→ Work to complete: Look for the string "Graphviz" in the listing below, then copy every line that has it.

→ Extracted material:
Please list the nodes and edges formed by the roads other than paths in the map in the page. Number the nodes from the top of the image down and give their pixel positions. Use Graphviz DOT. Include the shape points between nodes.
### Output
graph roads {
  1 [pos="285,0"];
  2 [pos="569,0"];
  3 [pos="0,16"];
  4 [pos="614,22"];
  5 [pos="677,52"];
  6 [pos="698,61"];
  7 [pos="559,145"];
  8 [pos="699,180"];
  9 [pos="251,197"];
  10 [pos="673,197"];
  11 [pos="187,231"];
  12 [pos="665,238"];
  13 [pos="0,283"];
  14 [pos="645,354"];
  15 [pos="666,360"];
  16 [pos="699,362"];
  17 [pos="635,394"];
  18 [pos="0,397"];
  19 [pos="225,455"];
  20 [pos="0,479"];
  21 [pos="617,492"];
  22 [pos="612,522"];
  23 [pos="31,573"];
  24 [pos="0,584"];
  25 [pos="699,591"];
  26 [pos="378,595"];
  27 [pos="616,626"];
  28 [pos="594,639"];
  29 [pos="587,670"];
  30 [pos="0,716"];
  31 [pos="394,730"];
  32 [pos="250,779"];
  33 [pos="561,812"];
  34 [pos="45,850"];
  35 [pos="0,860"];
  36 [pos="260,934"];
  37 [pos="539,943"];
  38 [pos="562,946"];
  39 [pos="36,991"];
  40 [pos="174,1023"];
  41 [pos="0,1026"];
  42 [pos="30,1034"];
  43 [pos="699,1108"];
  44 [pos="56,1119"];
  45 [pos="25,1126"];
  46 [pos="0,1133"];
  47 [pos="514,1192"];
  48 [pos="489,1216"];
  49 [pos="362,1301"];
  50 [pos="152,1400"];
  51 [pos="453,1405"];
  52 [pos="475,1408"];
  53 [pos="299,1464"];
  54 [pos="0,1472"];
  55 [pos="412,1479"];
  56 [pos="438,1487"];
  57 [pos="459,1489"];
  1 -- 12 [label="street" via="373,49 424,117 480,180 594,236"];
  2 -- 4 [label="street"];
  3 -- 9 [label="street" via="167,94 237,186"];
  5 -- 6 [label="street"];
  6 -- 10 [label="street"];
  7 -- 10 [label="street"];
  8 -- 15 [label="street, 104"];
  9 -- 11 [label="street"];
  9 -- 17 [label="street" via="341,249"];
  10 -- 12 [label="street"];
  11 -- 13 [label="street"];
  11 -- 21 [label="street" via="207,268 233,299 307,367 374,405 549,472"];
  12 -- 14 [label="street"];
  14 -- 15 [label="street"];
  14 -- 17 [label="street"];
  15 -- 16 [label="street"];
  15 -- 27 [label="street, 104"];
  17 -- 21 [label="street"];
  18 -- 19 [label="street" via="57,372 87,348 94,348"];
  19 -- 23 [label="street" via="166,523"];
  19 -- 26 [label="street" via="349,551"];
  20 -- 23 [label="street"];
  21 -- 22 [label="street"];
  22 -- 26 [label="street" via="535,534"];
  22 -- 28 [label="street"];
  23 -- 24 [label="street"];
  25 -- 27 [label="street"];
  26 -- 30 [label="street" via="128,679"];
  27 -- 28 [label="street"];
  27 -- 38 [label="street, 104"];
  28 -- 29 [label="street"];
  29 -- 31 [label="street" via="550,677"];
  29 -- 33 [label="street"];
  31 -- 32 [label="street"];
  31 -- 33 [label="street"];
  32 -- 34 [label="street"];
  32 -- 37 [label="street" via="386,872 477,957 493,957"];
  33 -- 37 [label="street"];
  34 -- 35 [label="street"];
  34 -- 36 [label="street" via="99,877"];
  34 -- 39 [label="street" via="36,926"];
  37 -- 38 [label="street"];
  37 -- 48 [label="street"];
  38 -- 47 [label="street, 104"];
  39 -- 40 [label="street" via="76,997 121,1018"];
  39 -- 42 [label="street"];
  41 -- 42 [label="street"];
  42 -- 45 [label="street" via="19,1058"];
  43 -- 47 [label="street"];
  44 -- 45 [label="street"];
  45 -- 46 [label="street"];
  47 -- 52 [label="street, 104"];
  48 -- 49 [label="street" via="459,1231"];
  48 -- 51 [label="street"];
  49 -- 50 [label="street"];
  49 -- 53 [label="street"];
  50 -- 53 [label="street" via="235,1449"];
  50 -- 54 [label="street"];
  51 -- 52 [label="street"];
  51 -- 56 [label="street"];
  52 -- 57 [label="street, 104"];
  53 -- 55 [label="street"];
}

---

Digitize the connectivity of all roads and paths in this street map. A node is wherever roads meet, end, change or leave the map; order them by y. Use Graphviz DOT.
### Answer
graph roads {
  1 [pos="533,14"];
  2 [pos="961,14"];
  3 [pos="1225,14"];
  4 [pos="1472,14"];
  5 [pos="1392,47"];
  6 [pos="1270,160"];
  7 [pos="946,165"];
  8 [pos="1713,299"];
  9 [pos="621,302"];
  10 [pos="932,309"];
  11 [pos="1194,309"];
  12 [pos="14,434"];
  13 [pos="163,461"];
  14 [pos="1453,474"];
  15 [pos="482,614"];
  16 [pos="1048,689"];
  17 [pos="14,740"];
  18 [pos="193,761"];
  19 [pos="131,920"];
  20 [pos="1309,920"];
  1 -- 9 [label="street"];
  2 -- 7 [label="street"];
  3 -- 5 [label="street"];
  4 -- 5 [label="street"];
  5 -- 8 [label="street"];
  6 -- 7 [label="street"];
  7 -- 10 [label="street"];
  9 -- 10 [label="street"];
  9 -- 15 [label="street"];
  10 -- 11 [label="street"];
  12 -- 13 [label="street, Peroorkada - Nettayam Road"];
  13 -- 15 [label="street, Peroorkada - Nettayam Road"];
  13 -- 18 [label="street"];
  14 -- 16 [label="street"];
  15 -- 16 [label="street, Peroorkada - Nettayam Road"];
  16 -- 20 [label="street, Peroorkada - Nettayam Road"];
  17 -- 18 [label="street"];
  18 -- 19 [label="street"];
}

...

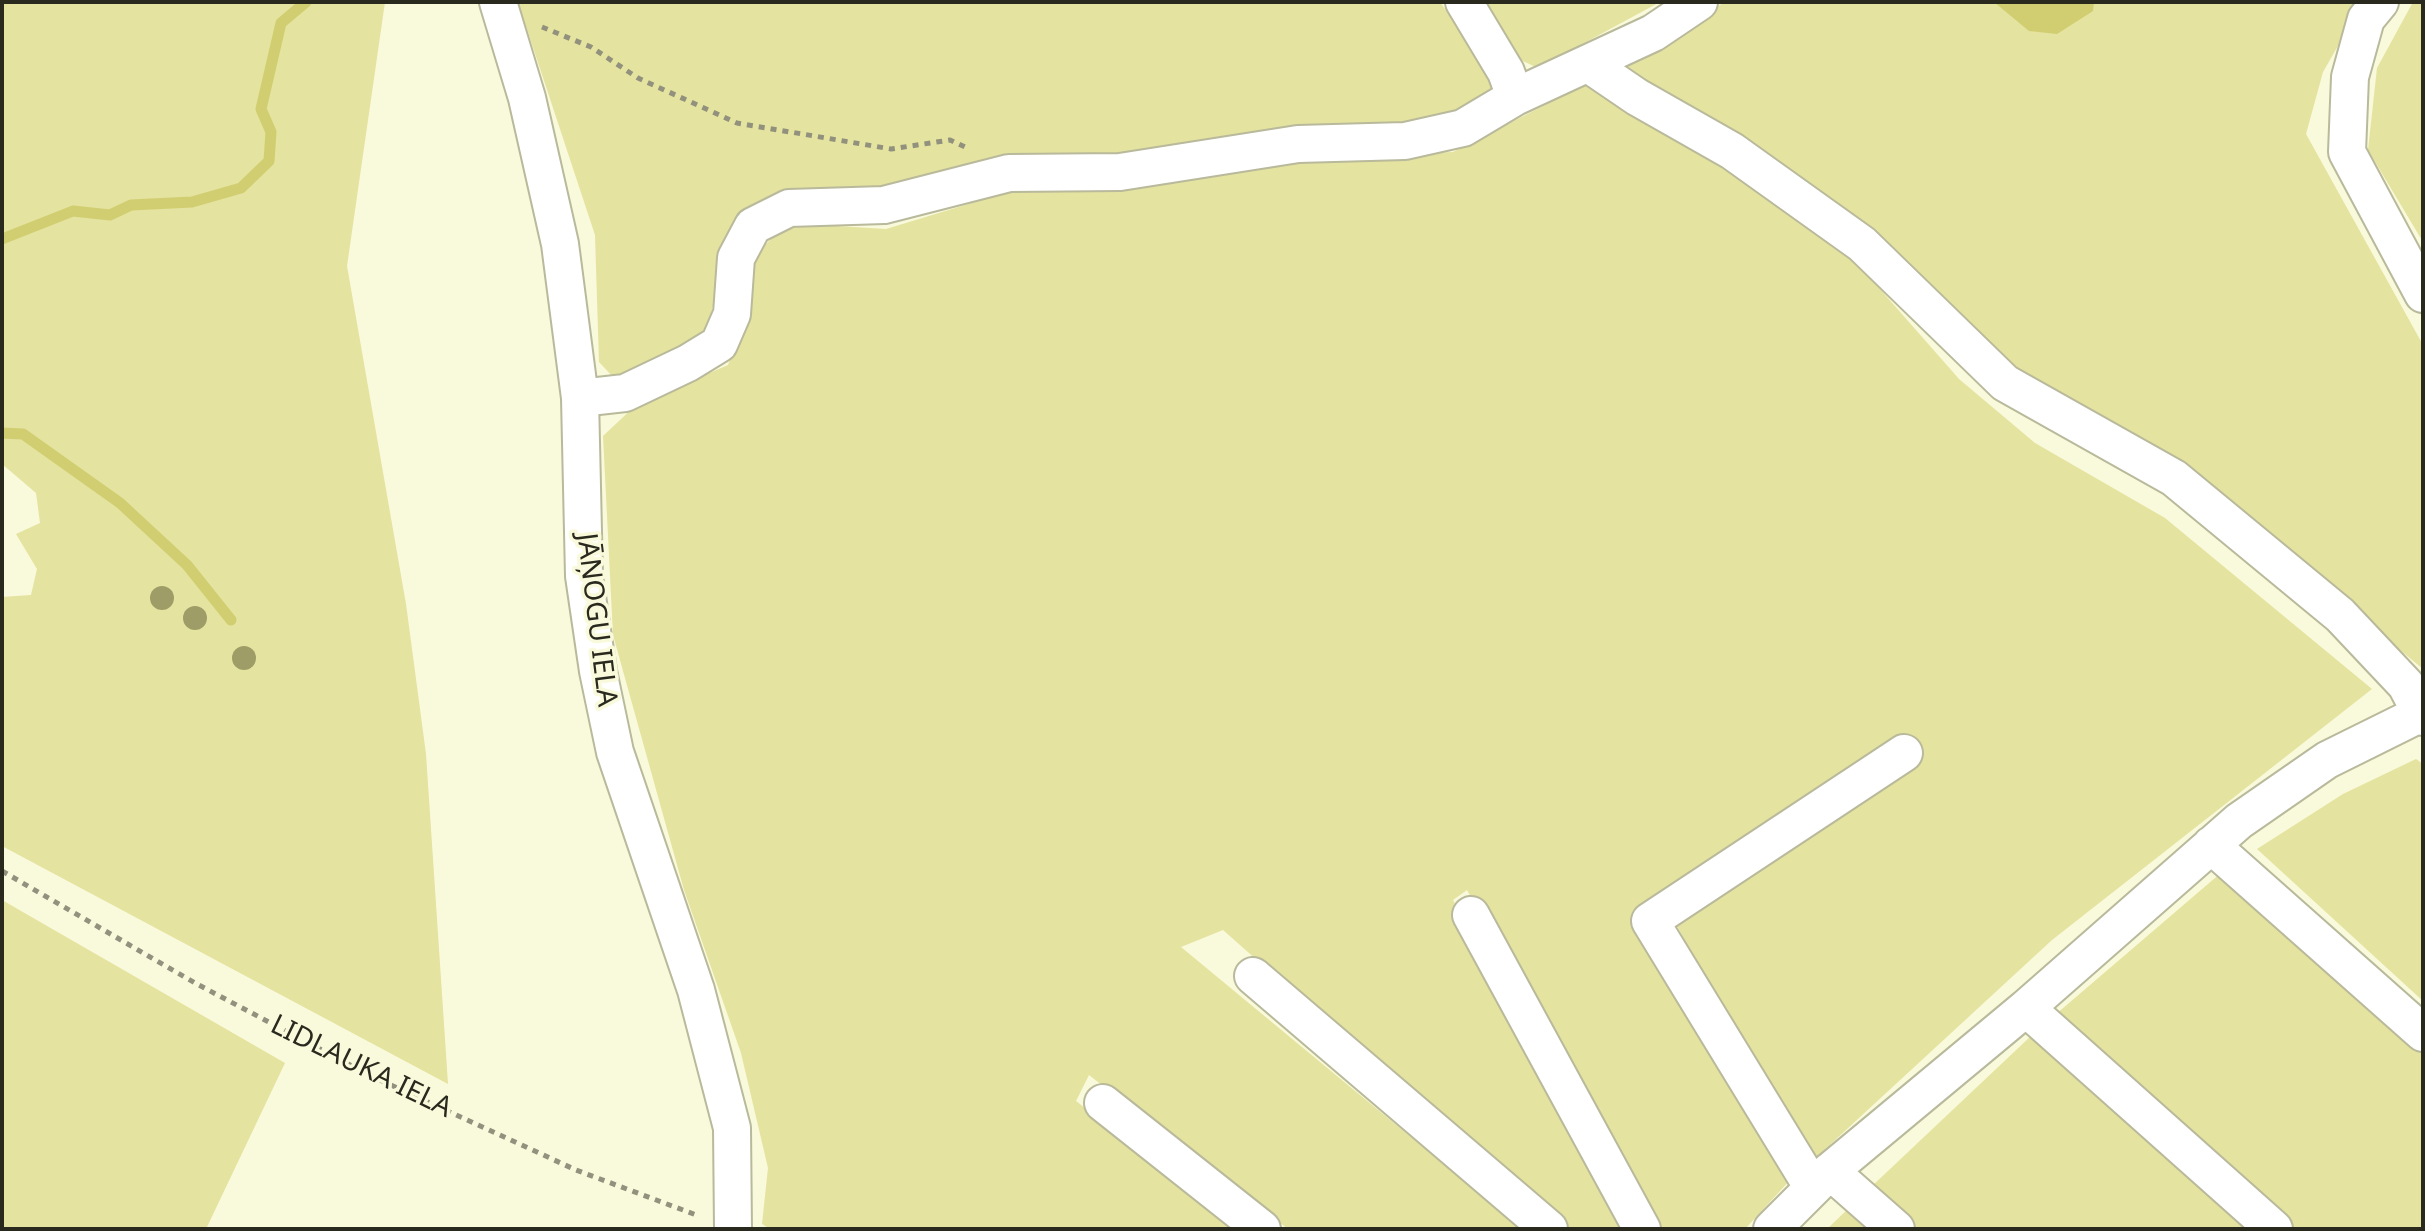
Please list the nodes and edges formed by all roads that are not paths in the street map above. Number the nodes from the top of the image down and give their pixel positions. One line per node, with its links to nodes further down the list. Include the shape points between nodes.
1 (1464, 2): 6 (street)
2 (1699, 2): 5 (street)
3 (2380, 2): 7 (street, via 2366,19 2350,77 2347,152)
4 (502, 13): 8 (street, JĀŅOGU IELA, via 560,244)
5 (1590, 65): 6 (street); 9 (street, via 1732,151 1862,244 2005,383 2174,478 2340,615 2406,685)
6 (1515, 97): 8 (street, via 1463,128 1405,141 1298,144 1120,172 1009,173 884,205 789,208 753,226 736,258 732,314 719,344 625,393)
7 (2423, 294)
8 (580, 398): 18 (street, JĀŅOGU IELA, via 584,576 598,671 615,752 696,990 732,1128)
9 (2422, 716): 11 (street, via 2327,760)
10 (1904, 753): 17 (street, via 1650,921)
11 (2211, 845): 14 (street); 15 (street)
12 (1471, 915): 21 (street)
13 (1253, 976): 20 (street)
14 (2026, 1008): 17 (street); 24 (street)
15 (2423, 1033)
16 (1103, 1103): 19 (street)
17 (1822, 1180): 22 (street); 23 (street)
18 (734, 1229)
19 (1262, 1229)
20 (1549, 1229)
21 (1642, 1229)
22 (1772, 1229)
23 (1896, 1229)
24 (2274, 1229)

→ Answer to this problem:
Please list the nodes and edges formed by the roads other than paths in the map in the page. Number the nodes from the top of the image down and give their pixel positions. Use Graphviz DOT. Include the shape points between nodes.
Digitize the connectivity of all roads and paths in this street map. A node is wherever roads meet, end, change or leave the map; order them by y. Use Graphviz DOT.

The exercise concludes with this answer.